The paper also discussed China’s defense expenditure, characterizing it as open, transparent, reasonable and appropriate. It pointed out that compared to other major countries, China’s proportion of defense expenditure to GDP is relatively low. It said that China’s defense spending will continue to maintain moderate and steady growth, coordinated with the level of national economic development.
Zhong Sheng: Instigating China-US Confrontation is a Dangerous and Mistaken Path
7.25 People’s Daily used its Zhong Sheng column (钟声), which authoritatively transmits the opinions of the People’s Daily on matters of international affairs, to condemn an open letter published by American “China hawks” for “maliciously instigating China-US confrontation.” (The letter in question was written by retired US Navy Captain James Fanell, a former Director of Intelligence and Information Operations for the US Pacific Fleet, and signed by over 130 foreign policy experts, military veterans, and businesspeople.)
The article said the authors of the letter are uncomfortable with “anything that benefits the development of US-China relations,” and “only wish to cause chaos.” It also said that instigating conflict between the US and China “seriously deviates from the direction of the development of the US-China relationship,” which it said was consistently characterized by mutually beneficial cooperation, no matter what hardships it experienced. The article described the letter as “absurd” and said it showed the authors’ and signatories’ minds were full of “zero-sum thinking” and “extremely banal concepts,” calling into question how such people were capable of strategic thinking.

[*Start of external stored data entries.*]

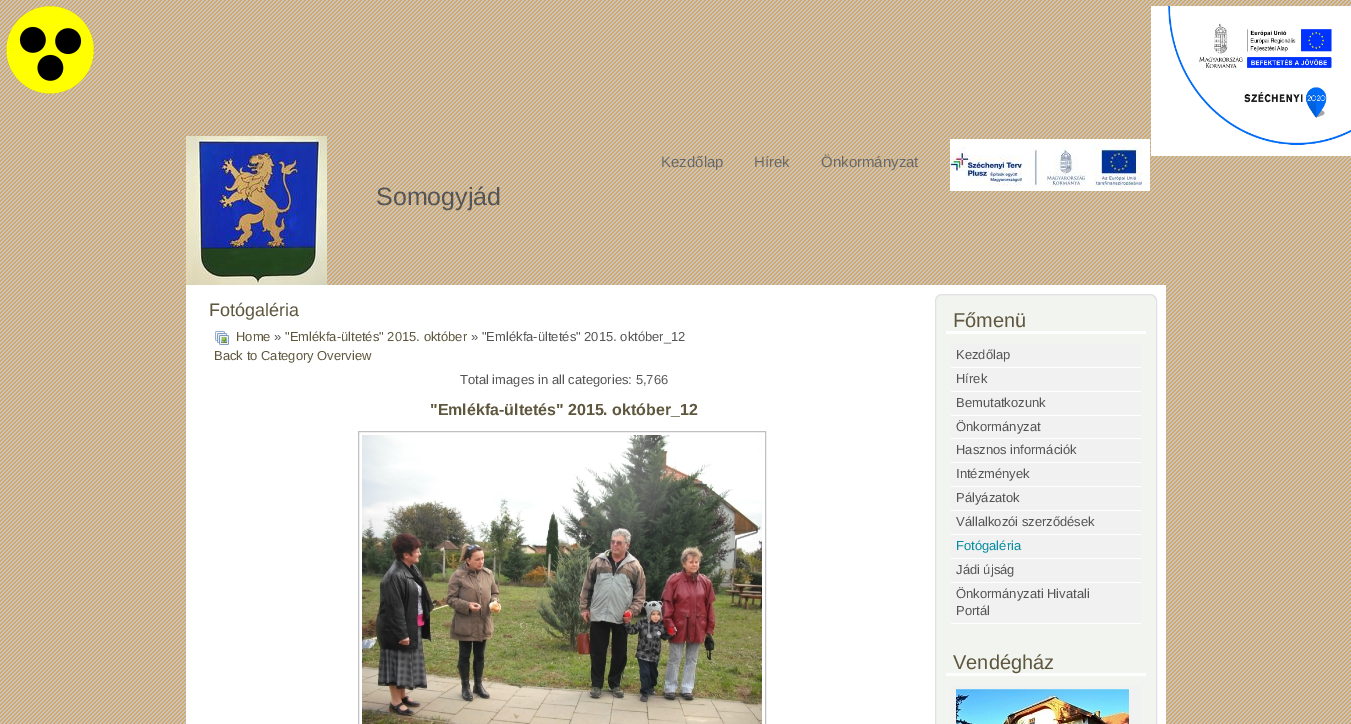 %!PS
<< /PageSize [1351 724] >> setpagedevice
/roundrect { 5 dict begin { /r /h /w /y /x } { exch def } forall
  x r add y moveto x w add y 2 copy h add r arct x w add y h add x 1 index r arct
  x y h add x y r arct x y 2 copy exch w add exch r arct closepath end } def
/picture { 5 dict begin { /h /w /y /x /name } { exch def } forall
  gsave x y translate w h scale
  w h 8 [w 0 0 h 0 0] name (r) file false 3 colorimage grestore end } def
0 724 translate 1 -1 scale
4 setmiterlimit
0.78 0.776 0.765 setrgbcolor
0 0 1351 724 rectfill
(img1.rgb) 0 0 1351 724 picture
(img2.rgb) 6 6 88 88 picture
(img3.rgb) 1151 6 200 150 picture
(img4.rgb) 186 136 141 149 picture
/LiberationSans-Regular [15 0 0 -15 0 0] selectfont
0.412 setgray
661 167 moveto (Kezdőlap) show
754 167 moveto (Hírek) show
821 167 moveto (Önkormányzat) show
(img5.rgb) 950 139 200 52 picture
/LiberationSans-Regular [25 0 0 -25 0 0] selectfont
0.333 setgray
376 205 moveto (Somogyjád) show
1 setgray
186 285 980 439 rectfill
/LiberationSans-Regular [18 0 0 -18 0 0] selectfont
0.369 0.341 0.243 setrgbcolor
209 316 moveto (Fotógaléria) show
(img6.rgb) 215 331 14 14 picture
/LiberationSans-Regular [13 0 0 -13 0 0] selectfont
236 341 moveto (Home) show
0.333 setgray
274 341 moveto (») show
0.369 0.341 0.243 setrgbcolor
285 341 moveto ("Emlékfa-ültetés" 2015. október) show
0.333 setgray
471 341 moveto (» "Emlékfa-ültetés" 2015. október_12) show
0.369 0.341 0.243 setrgbcolor
214 360 moveto (Back to Category Overview) show
0.333 setgray
460 384 moveto (Total images in all categories: 5,766) show
/LiberationSans-Bold [16 0 0 -16 0 0] selectfont
0.369 0.341 0.243 setrgbcolor
430 415 moveto ("Emlékfa-ültetés" 2015. október_12) show
0.753 setgray
358.5 431.5 407 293 rectstroke
(img7.rgb) 362 435 400 289 picture
0.949 0.957 0.937 setrgbcolor
935.5 294.5 221 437 6.5 roundrect gsave fill grestore
0.882 setgray
stroke
0.996 setgray
946 331 200 3 rectfill
/LiberationSans-Regular [20 0 0 -20 0 0] selectfont
0.369 0.341 0.243 setrgbcolor
953 327 moveto (Főmenü) show
0.945 setgray
951 344 190 23 rectfill
1 setgray
951 367 190 1 rectfill
/LiberationSans-Regular [13 0 0 -13 0 0] selectfont
0.333 setgray
956 359 moveto (Kezdőlap) show
0.945 setgray
951 368 190 23 rectfill
1 setgray
951 391 190 1 rectfill
0.333 setgray
956 383 moveto (Hírek) show
0.945 setgray
951 392 190 23 rectfill
1 setgray
951 415 190 1 rectfill
0.333 setgray
956 407 moveto (Bemutatkozunk) show
0.945 setgray
951 416 190 22 rectfill
1 setgray
951 438 190 1 rectfill
0.333 setgray
956 431 moveto (Önkormányzat) show
0.945 setgray
951 439 190 23 rectfill
1 setgray
951 462 190 1 rectfill
0.333 setgray
956 454 moveto (Hasznos információk) show
0.945 setgray
951 463 190 23 rectfill
1 setgray
951 486 190 1 rectfill
0.333 setgray
956 478 moveto (Intézmények) show
0.945 setgray
951 487 190 23 rectfill
1 setgray
951 510 190 1 rectfill
0.333 setgray
956 502 moveto (Pályázatok) show
0.945 setgray
951 511 190 23 rectfill
1 setgray
951 534 190 1 rectfill
0.333 setgray
956 526 moveto (Vállalkozói szerződések) show
0.945 setgray
951 535 190 23 rectfill
1 setgray
951 558 190 1 rectfill
0.02 0.549 0.631 setrgbcolor
956 550 moveto (Fotógaléria) show
0.945 setgray
951 559 190 23 rectfill
1 setgray
951 582 190 1 rectfill
0.333 setgray
956 574 moveto (Jádi újság) show
0.945 setgray
951 583 190 40 rectfill
1 setgray
951 623 190 1 rectfill
0.333 setgray
956 598 moveto (Önkormányzati Hivatali) show
956 615 moveto (Portál) show
0.996 setgray
946 673 200 3 rectfill
/LiberationSans-Regular [20 0 0 -20 0 0] selectfont
0.369 0.341 0.243 setrgbcolor
953 669 moveto (Vendégház) show
0.945 setgray
951 686 190 38 rectfill
(img8.rgb) 956 689 173 35 picture
showpage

To support its point, the article cited a number of American foreign policy experts. It noted that former US National Security Adviser and realist scholar Zbigeniew Brzezinski believed continuing on the path of US-China cooperation could prevent China from becoming a threat to the US; quoted former US envoy to China Chas Freeman, who said in his own PD article that some Americans’ “intermittent nativism is actually embarrassing” and that America is now turning China into a “possibly insurmountable adversary”; and referenced former Deputy Assistant Secretary of State Susan Shirk’s warning that the US risks an anti-China “Red Scare,” and should avoid repeating the mistakes of the Cold War. The article thus concluded that the hawkish letter did not represent mainstream public opinion.
Violations of the Eight-Point Guidelines in June 2019
CCDI & NSC
7.22 The Central Commission for Discipline Inspection (CCDI) and National Supervisory Commission (NSC) released figures for violations of the eight-point guidelines (中央八项规定) in June 2019.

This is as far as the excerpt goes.